Task objective
Search the records below for the string "main", and report each line that contains it.
[Start of Attachment]
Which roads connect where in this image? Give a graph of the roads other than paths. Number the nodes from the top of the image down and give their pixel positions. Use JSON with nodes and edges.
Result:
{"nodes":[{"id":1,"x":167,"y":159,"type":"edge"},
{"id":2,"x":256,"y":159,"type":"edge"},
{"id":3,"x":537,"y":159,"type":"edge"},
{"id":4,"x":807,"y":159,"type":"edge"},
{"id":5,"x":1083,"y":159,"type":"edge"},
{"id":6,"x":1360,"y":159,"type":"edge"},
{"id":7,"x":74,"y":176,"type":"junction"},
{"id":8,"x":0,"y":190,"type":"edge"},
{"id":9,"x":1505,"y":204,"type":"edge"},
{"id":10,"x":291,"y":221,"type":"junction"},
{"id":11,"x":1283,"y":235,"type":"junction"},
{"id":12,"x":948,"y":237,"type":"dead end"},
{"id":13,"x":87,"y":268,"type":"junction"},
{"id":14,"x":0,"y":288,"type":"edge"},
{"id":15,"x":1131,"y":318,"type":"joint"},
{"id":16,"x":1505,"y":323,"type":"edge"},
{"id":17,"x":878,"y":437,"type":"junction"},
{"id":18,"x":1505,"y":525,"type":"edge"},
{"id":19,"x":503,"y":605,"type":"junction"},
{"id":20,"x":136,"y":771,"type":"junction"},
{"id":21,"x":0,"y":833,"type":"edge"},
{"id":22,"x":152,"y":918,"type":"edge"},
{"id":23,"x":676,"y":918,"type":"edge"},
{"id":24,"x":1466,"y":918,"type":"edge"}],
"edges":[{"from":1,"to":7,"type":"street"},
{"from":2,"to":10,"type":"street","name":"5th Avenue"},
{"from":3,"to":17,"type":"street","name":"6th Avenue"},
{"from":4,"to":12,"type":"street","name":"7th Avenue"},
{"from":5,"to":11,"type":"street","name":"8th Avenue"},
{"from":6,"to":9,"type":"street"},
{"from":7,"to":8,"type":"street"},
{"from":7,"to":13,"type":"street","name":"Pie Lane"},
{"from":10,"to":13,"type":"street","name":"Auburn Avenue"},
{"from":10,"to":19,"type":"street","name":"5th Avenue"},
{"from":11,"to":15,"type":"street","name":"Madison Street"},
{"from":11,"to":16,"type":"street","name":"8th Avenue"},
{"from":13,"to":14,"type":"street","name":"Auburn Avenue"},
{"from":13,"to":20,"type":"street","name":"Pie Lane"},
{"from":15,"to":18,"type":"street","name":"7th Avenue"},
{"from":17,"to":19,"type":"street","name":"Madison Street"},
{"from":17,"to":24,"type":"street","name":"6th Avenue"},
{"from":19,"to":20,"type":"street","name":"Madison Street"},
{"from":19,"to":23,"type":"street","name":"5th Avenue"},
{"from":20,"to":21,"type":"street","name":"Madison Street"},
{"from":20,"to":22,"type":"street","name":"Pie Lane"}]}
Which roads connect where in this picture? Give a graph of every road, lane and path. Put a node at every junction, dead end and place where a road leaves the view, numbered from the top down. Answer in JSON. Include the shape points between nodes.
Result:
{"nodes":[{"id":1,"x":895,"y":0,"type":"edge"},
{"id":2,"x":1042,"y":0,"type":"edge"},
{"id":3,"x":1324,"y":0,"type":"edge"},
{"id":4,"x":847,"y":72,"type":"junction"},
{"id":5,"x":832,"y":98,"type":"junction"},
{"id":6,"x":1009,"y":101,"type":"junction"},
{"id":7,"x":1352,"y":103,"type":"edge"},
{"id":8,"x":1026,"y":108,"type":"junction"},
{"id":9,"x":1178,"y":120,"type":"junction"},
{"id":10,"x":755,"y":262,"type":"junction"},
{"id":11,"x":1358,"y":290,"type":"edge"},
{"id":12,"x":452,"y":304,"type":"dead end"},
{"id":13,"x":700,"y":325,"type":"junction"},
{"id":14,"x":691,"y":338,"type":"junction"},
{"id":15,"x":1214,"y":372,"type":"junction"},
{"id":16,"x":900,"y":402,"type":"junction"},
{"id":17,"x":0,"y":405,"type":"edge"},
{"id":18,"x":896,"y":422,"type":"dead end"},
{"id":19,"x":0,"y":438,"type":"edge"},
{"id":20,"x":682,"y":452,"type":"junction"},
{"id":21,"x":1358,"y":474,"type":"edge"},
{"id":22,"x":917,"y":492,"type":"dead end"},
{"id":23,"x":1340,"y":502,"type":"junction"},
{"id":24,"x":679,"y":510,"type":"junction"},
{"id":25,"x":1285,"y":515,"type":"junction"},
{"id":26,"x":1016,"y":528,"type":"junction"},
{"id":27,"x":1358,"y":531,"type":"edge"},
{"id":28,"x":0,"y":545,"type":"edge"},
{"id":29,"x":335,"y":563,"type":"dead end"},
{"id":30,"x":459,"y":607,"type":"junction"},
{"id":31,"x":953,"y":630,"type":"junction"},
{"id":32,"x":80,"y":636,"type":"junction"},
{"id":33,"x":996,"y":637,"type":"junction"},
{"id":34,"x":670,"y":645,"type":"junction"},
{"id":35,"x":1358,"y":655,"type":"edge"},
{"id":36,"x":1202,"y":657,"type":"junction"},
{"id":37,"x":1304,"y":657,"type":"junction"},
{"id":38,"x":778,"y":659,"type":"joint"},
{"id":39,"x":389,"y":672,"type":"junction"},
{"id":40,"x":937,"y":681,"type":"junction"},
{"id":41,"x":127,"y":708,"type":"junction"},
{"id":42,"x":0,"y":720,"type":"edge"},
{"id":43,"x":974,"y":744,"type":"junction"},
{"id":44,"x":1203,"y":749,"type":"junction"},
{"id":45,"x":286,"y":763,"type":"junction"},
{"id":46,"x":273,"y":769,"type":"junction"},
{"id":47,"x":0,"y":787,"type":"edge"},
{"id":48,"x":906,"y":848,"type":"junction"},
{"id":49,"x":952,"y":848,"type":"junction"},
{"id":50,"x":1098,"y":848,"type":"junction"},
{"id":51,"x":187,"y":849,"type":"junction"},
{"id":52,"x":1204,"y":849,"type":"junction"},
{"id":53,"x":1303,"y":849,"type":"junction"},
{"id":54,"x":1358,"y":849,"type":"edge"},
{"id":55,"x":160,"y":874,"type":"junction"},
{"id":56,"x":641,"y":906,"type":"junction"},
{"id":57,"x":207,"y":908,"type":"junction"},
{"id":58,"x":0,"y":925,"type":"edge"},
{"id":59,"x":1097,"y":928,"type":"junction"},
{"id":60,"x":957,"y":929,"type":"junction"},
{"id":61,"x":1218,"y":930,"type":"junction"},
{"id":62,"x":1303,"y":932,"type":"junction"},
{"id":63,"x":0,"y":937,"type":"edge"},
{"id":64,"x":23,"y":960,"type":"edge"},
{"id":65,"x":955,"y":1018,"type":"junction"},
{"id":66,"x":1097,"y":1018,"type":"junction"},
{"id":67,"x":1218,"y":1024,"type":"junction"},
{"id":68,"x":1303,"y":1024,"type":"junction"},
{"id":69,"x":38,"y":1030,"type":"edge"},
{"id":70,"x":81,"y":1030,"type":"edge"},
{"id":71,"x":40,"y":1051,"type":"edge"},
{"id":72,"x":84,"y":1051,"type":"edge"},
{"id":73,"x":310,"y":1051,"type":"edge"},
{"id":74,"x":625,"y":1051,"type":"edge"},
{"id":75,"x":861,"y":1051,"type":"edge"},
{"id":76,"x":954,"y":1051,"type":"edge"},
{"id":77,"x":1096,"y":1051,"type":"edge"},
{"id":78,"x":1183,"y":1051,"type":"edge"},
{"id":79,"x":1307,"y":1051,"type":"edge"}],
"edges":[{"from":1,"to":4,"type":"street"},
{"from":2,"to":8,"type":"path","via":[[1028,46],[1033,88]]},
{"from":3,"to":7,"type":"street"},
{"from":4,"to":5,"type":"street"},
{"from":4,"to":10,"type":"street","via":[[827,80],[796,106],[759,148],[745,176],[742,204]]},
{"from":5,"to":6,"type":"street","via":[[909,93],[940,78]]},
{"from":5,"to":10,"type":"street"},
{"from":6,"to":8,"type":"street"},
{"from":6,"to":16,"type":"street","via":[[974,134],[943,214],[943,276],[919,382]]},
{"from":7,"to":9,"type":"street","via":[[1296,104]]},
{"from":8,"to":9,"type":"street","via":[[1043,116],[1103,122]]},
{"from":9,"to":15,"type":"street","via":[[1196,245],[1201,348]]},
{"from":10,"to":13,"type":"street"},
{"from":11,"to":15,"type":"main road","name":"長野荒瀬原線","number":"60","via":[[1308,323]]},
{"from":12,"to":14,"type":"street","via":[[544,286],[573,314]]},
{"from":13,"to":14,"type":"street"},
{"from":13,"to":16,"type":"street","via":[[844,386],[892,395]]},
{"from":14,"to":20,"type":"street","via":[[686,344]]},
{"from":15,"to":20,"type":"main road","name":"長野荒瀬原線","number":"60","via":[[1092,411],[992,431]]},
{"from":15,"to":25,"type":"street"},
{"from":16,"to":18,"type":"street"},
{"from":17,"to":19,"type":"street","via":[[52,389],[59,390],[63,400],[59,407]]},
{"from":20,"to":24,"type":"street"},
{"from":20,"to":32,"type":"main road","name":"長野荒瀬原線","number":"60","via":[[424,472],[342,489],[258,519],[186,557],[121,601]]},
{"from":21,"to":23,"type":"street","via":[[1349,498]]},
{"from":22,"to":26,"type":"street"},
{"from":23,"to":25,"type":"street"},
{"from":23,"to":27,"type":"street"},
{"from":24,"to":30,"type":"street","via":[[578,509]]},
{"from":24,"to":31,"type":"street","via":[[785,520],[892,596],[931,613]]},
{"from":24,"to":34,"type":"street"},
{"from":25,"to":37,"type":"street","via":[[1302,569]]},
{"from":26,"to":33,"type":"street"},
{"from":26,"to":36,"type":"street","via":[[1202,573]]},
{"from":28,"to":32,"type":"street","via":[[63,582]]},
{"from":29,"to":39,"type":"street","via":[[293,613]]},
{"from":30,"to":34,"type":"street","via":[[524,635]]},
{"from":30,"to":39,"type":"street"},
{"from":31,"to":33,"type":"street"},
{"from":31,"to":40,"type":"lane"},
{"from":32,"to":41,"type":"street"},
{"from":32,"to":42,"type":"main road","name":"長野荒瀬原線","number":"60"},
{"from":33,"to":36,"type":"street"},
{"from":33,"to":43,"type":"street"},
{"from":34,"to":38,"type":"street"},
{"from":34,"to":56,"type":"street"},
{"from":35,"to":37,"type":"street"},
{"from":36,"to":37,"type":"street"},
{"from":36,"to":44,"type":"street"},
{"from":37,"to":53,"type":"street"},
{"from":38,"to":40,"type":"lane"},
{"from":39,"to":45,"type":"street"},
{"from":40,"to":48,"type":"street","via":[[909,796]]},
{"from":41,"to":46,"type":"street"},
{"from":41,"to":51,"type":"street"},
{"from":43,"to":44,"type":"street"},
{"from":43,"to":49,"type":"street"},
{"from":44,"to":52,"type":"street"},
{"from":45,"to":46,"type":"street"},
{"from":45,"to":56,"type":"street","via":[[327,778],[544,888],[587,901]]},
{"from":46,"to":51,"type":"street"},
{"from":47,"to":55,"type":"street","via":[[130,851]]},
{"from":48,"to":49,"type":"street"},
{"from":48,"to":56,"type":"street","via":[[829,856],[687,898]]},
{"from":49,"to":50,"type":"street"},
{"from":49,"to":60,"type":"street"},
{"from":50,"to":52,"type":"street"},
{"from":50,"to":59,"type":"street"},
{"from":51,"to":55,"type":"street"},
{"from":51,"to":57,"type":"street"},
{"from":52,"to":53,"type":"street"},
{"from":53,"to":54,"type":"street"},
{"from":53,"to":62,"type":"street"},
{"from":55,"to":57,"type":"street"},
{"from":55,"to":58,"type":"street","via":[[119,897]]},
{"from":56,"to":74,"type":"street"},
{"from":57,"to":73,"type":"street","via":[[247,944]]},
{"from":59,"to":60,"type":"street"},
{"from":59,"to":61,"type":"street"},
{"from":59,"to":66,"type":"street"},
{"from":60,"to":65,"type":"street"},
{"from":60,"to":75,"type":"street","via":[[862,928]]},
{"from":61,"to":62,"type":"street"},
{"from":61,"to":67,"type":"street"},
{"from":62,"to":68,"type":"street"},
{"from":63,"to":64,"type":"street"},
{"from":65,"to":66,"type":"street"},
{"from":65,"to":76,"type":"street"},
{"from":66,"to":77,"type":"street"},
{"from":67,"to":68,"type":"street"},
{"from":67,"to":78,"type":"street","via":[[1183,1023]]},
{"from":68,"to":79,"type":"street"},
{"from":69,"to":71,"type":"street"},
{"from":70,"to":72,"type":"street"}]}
[End of Attachment]
Written answer
{"from":11,"to":15,"type":"main road","name":"長野荒瀬原線","number":"60","via":[[1308,323]]},
{"from":15,"to":20,"type":"main road","name":"長野荒瀬原線","number":"60","via":[[1092,411],[992,431]]},
{"from":20,"to":32,"type":"main road","name":"長野荒瀬原線","number":"60","via":[[424,472],[342,489],[258,519],[186,557],[121,601]]},
{"from":32,"to":42,"type":"main road","name":"長野荒瀬原線","number":"60"},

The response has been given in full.